St John Karp

Ramblings of an Ornamental Hermit

Trilogy of Terror (1975)

It’s October and that means it’s time to bust out all the horror classics! I might not be blogging about everything we do for movie nights this month because it’s normal for us to tread some well-trodden ground like The Witches or Hocus Pocus, but I’m determined to annoy my friends with some objectionable crap too. As soon as my boyfriend goes to sleep I’ll try to sneak on Carry On Screaming! (1966) because he point-blank refuses to watch a Carry On movie with me (clever boy), but in the meantime we have Trilogy of Terror (1975), a made-for-TV anthology horror movie.

Trilogy of Terror title card.
“God, have you ever seen so many dogs in one place?”

What a prick. His name’s actually Chad too. I’m not going to be sorry when he gets eaten or stabbed or whatever.

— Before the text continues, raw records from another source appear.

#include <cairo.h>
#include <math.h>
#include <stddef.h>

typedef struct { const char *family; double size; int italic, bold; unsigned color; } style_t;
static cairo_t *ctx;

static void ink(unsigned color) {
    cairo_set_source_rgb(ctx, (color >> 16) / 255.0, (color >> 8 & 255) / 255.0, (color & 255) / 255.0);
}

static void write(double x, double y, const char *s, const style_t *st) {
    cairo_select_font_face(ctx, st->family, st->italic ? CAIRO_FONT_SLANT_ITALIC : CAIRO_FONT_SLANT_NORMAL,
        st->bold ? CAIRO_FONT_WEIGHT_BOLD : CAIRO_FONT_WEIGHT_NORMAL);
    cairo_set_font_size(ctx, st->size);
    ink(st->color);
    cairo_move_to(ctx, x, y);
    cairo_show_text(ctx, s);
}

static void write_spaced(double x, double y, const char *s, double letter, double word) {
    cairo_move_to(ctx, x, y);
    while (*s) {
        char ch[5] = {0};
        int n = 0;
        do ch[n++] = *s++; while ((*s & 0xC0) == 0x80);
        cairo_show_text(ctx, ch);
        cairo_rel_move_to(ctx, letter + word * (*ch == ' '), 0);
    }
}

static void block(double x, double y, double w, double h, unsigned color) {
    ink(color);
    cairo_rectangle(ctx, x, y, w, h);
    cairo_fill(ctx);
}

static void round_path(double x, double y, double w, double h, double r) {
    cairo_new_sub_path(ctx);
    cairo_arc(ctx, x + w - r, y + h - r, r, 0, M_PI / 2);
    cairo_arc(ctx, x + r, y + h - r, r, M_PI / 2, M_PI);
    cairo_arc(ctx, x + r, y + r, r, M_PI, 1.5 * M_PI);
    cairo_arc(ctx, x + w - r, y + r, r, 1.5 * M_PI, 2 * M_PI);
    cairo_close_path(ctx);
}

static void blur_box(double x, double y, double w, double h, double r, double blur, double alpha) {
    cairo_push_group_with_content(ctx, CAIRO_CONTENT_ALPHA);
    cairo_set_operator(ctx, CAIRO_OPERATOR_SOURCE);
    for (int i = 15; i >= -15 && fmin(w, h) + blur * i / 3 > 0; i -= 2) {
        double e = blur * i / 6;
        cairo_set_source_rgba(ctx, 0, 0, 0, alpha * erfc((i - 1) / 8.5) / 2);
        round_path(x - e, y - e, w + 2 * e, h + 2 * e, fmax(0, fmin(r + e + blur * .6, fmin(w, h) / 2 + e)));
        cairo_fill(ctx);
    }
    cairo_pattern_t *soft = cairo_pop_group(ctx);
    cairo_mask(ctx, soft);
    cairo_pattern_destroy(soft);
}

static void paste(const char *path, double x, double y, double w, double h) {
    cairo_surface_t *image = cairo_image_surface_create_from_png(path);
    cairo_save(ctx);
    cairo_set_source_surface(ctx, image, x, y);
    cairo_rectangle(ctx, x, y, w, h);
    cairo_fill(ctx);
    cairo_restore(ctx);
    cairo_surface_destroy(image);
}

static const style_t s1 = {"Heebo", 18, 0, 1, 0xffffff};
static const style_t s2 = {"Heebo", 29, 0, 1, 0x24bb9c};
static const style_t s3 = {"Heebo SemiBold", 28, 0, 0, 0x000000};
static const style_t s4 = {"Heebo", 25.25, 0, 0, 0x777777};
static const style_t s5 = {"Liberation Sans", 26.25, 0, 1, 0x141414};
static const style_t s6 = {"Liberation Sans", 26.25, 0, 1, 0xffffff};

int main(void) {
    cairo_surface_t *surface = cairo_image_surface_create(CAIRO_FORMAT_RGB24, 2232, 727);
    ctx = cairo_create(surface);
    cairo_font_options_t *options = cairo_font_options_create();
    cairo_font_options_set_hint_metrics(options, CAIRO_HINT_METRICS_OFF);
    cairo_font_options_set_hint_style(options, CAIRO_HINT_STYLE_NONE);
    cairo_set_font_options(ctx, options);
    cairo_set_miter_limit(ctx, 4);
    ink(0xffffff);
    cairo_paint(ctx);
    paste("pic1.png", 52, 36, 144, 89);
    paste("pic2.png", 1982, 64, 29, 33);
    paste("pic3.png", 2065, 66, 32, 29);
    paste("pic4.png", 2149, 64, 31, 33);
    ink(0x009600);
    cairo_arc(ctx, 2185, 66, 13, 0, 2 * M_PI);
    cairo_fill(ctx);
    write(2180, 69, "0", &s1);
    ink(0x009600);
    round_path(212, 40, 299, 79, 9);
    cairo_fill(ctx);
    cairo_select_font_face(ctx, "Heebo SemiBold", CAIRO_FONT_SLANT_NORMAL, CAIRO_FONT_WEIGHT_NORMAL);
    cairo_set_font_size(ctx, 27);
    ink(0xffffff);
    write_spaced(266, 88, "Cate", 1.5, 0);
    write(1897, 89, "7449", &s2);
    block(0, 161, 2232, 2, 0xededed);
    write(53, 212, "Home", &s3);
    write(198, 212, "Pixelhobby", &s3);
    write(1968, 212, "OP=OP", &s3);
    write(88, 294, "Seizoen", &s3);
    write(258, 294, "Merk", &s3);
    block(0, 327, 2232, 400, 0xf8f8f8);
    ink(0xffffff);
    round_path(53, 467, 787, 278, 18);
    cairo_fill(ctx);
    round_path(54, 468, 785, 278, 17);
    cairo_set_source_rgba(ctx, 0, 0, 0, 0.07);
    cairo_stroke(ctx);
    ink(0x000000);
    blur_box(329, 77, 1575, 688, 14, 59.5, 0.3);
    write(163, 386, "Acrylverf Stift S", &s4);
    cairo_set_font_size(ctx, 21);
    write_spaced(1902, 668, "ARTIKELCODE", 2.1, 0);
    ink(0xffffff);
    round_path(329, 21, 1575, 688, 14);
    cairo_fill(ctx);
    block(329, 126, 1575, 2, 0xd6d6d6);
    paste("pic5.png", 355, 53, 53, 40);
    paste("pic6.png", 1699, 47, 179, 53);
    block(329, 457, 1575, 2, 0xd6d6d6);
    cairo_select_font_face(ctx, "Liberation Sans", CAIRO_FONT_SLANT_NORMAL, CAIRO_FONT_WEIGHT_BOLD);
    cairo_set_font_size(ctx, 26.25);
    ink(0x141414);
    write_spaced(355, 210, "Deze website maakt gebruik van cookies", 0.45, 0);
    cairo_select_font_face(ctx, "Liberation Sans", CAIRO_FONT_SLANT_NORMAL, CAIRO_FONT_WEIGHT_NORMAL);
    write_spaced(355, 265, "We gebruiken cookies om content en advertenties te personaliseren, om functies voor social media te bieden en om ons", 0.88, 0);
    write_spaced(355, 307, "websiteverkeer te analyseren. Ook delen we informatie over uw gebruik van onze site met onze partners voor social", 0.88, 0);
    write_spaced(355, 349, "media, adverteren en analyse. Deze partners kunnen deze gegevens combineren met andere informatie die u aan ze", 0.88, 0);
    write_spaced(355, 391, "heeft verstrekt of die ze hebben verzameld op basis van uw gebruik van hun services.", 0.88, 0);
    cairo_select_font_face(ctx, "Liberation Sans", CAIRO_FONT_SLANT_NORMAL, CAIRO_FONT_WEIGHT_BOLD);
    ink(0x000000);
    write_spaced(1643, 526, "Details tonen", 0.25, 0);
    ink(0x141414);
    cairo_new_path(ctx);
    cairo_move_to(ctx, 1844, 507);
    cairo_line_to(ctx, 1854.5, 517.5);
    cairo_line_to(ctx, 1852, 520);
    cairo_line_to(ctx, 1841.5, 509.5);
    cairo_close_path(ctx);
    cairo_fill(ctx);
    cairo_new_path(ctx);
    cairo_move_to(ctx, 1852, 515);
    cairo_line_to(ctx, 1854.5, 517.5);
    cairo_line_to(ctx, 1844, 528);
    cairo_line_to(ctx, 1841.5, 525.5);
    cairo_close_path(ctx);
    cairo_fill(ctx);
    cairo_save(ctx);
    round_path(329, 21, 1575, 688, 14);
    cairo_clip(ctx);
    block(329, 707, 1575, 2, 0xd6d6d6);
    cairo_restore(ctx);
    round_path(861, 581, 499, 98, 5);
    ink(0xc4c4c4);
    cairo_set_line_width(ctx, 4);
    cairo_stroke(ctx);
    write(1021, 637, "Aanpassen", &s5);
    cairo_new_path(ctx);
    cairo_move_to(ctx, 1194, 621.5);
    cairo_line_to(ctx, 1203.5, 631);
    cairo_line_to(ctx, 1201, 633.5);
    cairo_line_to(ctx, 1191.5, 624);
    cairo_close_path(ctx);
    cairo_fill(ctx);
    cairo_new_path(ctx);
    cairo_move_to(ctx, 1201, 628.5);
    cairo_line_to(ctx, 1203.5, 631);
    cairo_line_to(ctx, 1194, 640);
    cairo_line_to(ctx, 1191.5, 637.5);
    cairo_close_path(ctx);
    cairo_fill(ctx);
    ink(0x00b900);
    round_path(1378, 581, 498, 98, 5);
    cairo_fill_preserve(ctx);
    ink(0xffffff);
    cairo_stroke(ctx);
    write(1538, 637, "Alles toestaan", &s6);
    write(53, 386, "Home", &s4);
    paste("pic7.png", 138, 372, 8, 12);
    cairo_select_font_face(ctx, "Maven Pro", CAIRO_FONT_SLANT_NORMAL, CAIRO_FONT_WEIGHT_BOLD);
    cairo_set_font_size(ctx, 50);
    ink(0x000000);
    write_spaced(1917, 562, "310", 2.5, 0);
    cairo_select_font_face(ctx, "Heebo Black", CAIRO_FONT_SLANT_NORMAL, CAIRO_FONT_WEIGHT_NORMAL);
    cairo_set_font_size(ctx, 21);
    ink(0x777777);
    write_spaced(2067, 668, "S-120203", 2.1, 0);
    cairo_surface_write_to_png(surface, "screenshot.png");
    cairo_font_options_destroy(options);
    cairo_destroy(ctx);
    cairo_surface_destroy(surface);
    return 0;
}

Why do they call these horror movies anyway? I welcome whatever’s going to happen to this wanker. I can see people being genuinely scared by something like Nosferatu or The Shining, but was anyone really scared by these goofy drive-in B-movies? It seems like horror movies for decades were intentionally camp and there was no real expectation of frightening anyone. Maybe it was one of those things where cinema-goers were easy marks like how everyone screamed the first time they saw a film in 1896 because they thought the train was going to come out of the screen and run them over. Or maybe the real horror was these forty-year-old fratboys and their fascinating conversation. “Bro, check out this sick collar. Don’t walk so fast, the corduroy on my thighs is gonna catch fire.”

Karen Black as a matronly teacher.

Oh lord, they’re doing this thing where they stick a pair of glasses on a beautiful woman and call her ugly. The same thing pissed me off for years about Ugly Betty. A friend of mine told me, “Now is a horrible time to be a straight white man,” and I thought, “Good, it’s about time. You had your run, let someone else have a whack at it.” You like that hot take? Better drop it before you scorch your hands.

From a writer’s perspective I really don’t think anyone is out to get straight white men. Just maybe include a gay character or a person of colour, you know? But no, that’s a bridge too far. Anyhow, what were we talking about? Some kind of movie, I’m almost sure.

Chad choking on his poisoned whiskey.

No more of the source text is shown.